Gue menatap Meru. Yang ditatap lagi merengut dan juga mengucek matanya. Kesadarannya belum maksimal. Gue menatap layar laptop, lalu balik menatap Meru. Gue bingung apa yang harus gue bilang ke Meru buat pembukaan. Meru mendekat, lalu sebelah tangannya merangkul bahu gue. Kepalanya mendekat, matanya memicing, mencoba baca apa yang lagi gue buka di laptopnya. Lalu dalam sekejap tangannya luruh begitu aja. Dia nggak menyentuh lengan gue lagi. Mulutnya gelagapan, tapi nggak ada kalimat yang nongol dari sana. Gue menoleh ke arah Meru, mengerjap menatap si Kutil dalam pandangan tajam.

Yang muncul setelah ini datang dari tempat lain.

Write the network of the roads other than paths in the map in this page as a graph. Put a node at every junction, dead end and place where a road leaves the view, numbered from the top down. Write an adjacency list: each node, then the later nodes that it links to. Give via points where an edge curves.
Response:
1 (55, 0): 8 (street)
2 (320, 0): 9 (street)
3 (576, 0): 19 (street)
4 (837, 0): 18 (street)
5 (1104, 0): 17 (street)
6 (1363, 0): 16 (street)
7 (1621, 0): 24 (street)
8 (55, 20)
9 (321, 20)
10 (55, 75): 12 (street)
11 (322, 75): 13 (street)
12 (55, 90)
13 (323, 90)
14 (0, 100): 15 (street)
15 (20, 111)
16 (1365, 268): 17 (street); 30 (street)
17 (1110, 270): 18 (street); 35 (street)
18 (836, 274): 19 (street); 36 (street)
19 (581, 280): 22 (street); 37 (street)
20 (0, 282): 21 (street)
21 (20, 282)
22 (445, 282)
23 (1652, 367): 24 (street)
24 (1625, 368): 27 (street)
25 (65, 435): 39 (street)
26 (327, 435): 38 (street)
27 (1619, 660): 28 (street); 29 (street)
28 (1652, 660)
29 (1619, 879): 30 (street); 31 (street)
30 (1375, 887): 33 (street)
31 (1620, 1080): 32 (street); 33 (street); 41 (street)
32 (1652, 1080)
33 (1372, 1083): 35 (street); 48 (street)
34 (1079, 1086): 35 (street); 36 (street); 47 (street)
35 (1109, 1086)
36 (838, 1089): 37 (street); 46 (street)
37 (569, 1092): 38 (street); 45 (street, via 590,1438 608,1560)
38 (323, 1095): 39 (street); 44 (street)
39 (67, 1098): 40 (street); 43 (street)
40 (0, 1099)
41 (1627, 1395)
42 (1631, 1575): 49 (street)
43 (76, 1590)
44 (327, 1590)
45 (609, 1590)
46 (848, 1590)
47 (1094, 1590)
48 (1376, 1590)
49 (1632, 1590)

Meru menelan ludah. Dia mundur seketika setelah menutup laptopnya kencang.
"Aku bisa jelaskan!" katanya panik. Gue bisa aja berpikir Meru lagi bikin novel, tapi masalahnya semua tanggalnya begitu berurutan. Andaikan dia emang pengen bikin semacam novel dokumentasi gitu, lalu kenapa dia harus memakai panggilan Mas Rambutan?
Apa si Meru berperan sebagai cewek di novel imajinasinya itu?
"Gue juga pengen denger penjelasan lo tentang ini!" Gue mengembuskan napas sekali lagi. Gue duduk manis di depan Meru, sementara cowok itu juga duduk di depan gue dengan raut yang nggak bisa ditebak.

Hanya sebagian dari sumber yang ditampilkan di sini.